▶ _Try it_:
Among the entries below, tally each line where the word "that" appears and state only the total.

▶ _Material shown_:
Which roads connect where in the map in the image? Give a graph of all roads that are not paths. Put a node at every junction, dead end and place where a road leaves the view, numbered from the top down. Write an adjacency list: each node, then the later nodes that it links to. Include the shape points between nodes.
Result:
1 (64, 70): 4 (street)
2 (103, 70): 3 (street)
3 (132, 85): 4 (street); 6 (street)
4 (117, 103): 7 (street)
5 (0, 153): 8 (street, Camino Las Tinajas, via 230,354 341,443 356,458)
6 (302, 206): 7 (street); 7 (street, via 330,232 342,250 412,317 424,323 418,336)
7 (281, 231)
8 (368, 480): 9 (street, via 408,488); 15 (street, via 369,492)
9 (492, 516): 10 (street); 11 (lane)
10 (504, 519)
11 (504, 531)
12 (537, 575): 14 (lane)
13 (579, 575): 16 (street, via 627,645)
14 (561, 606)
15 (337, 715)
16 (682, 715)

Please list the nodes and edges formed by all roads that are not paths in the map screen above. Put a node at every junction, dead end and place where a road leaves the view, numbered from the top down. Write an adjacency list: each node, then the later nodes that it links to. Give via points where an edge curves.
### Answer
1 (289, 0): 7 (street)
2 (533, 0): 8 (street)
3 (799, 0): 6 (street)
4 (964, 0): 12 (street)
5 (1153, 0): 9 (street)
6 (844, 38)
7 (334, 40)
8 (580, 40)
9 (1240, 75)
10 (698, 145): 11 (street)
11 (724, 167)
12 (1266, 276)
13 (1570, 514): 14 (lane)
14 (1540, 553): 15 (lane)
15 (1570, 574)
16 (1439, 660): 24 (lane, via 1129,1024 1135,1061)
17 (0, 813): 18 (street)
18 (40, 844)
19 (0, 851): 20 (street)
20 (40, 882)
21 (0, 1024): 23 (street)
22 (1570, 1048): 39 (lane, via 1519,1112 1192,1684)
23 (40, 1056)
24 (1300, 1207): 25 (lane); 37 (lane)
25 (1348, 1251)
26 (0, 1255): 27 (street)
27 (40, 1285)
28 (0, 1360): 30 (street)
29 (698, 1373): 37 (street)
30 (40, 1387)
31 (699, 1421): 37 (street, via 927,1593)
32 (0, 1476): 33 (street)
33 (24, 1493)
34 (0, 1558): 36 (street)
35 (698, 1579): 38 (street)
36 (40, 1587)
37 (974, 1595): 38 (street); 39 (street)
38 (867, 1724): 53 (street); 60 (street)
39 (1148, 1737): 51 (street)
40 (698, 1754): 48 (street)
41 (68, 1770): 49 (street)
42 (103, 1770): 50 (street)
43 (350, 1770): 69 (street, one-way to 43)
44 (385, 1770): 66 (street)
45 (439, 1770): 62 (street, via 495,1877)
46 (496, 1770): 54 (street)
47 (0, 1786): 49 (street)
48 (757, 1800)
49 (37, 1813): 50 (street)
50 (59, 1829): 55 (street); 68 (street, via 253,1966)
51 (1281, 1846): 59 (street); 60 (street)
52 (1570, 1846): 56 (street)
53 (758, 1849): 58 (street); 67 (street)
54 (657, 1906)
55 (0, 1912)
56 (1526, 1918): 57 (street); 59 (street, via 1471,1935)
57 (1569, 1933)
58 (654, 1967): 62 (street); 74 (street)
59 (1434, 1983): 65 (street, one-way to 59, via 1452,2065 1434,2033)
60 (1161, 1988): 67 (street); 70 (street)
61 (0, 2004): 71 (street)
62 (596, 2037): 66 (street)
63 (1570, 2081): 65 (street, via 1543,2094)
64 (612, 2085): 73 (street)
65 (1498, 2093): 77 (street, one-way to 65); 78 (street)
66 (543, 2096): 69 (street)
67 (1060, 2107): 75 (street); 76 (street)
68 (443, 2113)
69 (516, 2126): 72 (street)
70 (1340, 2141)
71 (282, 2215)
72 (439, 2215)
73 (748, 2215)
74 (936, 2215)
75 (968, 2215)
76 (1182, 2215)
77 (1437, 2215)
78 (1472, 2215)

* * *

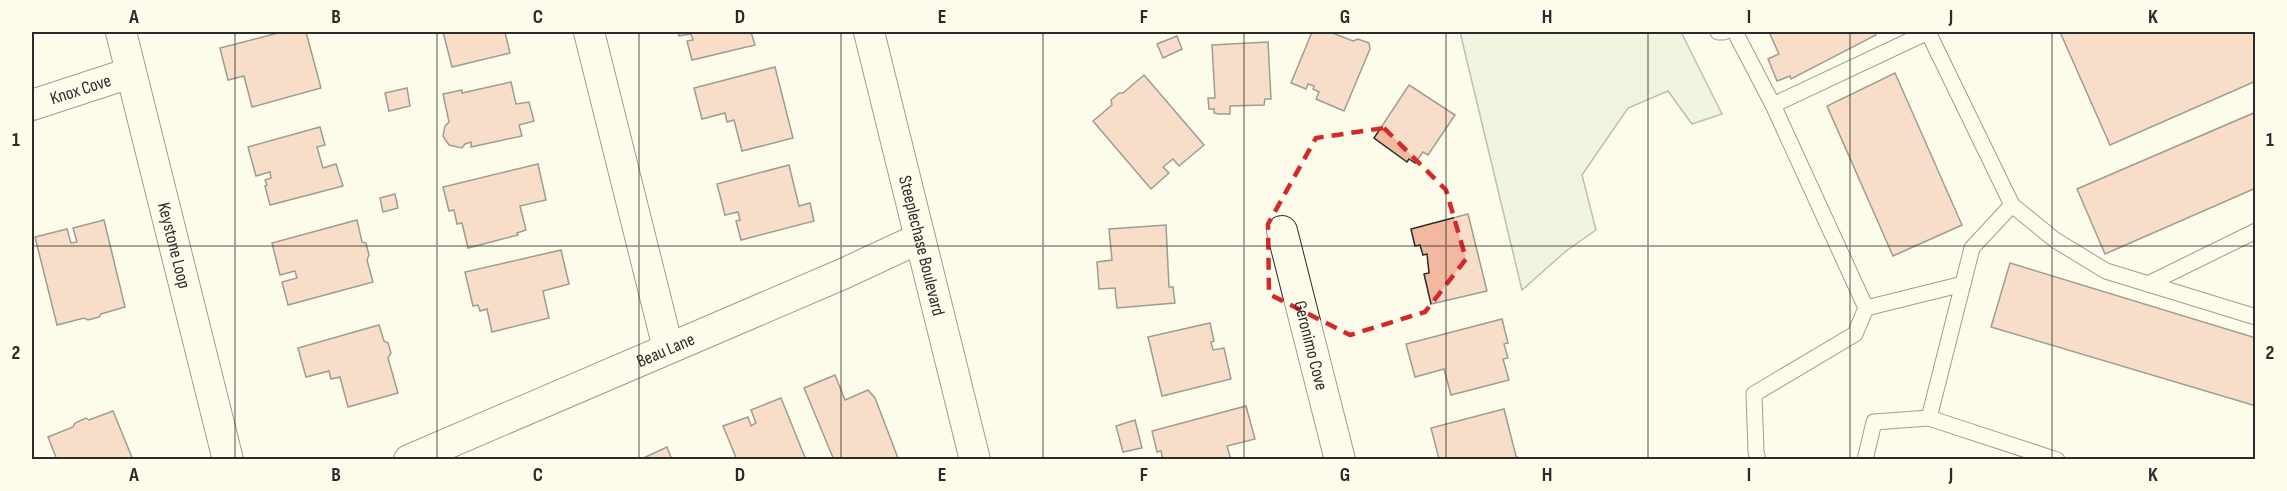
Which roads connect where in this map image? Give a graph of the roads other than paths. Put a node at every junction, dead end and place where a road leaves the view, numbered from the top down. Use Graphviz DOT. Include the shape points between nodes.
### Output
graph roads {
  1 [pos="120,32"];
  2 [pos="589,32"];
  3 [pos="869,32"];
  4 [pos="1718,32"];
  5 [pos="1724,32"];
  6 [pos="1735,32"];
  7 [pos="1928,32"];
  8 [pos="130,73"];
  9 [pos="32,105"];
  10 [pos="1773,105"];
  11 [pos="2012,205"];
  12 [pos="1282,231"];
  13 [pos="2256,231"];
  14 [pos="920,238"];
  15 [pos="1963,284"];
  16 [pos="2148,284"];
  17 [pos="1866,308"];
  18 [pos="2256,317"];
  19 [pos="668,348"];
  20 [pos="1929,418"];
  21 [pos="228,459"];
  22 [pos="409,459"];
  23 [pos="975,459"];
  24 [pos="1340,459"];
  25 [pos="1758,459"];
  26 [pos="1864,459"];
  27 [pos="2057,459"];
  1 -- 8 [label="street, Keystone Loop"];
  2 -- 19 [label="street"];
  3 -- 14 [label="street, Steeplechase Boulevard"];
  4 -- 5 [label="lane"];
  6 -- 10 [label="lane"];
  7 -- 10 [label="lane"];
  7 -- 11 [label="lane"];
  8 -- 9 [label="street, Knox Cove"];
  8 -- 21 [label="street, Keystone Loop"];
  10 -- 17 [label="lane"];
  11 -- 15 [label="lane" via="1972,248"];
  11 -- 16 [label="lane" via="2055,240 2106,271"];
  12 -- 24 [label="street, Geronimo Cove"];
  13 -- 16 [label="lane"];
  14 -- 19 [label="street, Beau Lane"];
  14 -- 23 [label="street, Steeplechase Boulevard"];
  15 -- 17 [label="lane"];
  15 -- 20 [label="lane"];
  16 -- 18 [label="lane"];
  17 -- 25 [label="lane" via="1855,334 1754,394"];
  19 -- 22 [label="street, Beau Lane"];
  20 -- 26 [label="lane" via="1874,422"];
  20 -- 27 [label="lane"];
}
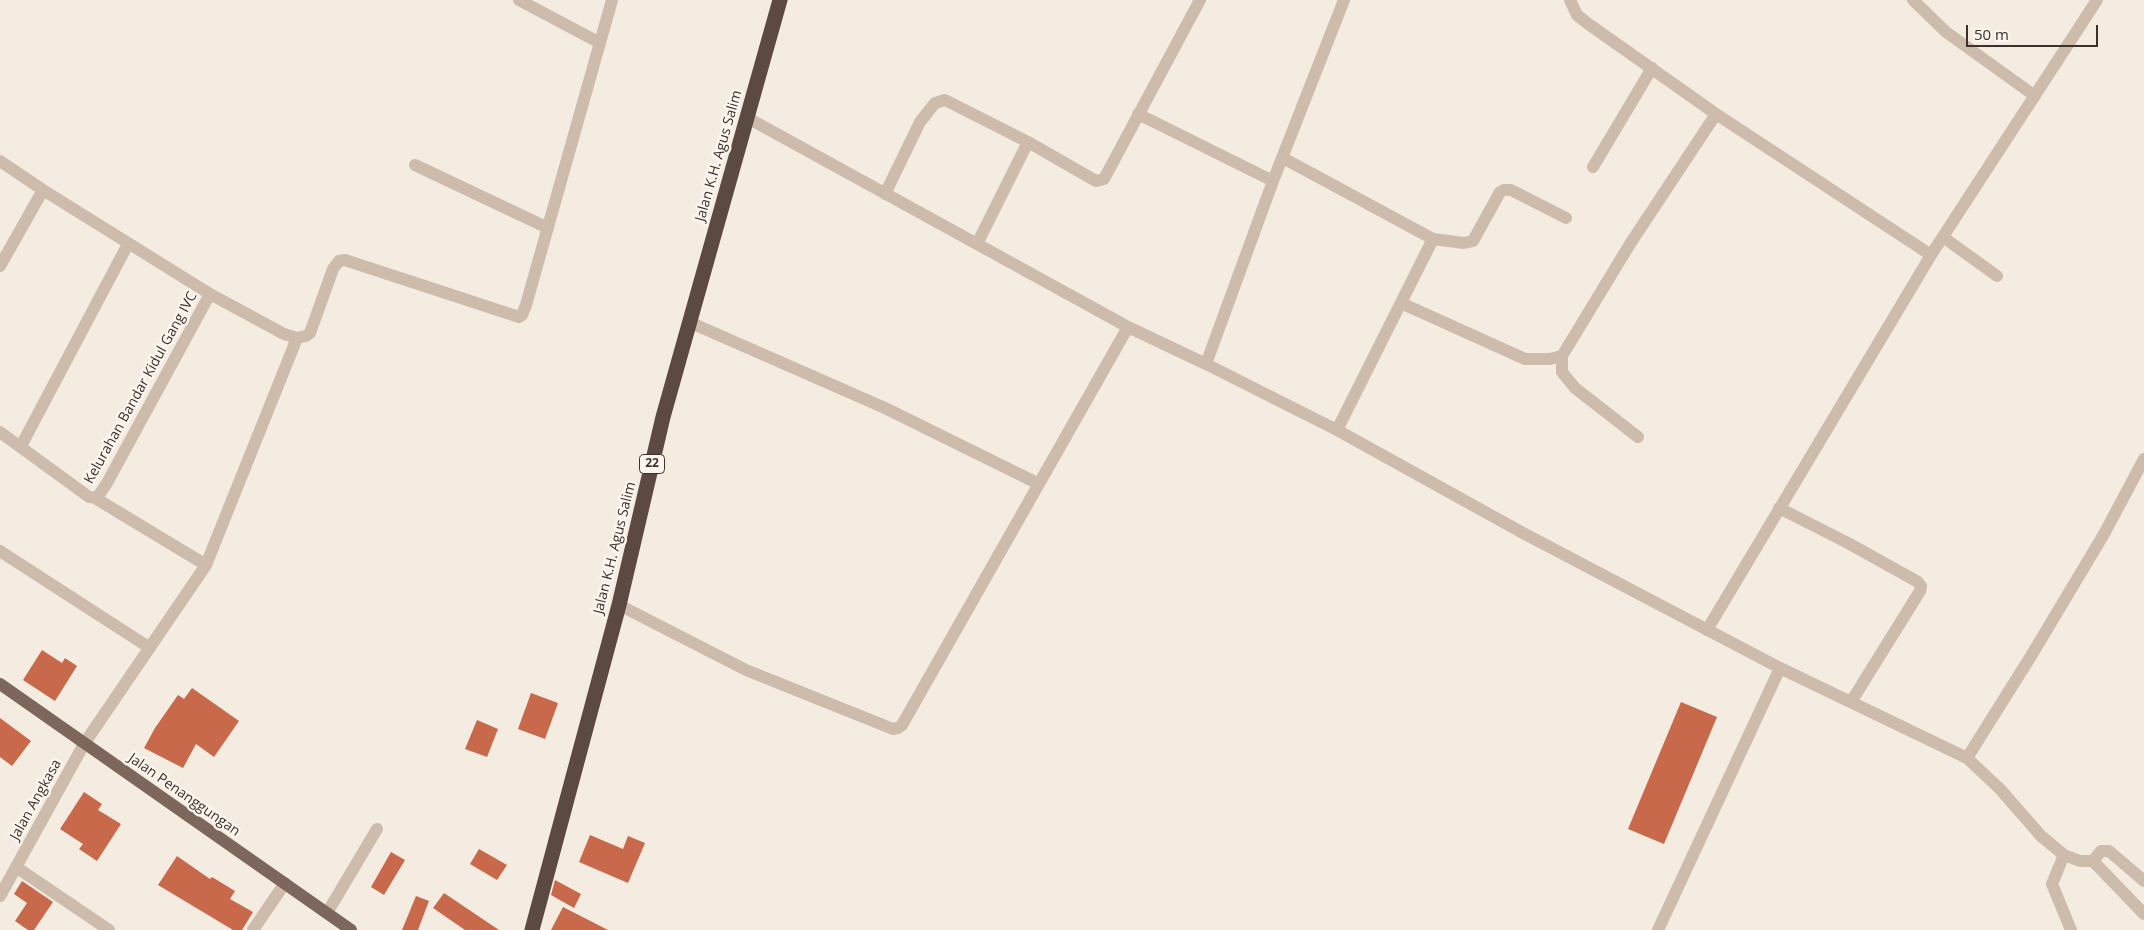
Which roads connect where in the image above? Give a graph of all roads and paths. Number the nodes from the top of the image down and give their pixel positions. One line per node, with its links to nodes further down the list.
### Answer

* * *

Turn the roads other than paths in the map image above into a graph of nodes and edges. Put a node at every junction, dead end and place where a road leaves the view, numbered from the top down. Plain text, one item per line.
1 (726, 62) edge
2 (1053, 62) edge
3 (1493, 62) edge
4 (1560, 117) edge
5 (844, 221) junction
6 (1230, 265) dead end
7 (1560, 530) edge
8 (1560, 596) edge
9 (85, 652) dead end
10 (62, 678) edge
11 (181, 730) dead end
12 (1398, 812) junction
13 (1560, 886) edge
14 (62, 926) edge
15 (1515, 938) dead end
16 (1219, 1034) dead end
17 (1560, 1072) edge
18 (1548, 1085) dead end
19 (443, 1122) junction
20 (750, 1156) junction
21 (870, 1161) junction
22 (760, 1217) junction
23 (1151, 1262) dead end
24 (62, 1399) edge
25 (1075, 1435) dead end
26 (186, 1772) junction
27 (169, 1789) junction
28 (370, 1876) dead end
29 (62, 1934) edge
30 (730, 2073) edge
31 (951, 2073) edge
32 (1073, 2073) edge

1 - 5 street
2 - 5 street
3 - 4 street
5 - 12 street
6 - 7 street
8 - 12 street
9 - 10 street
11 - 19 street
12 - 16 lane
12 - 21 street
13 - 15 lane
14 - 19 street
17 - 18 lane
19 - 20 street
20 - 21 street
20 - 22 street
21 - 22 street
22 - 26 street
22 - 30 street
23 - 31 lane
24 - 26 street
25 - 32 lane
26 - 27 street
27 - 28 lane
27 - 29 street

▶ _Output of the exercise_:
2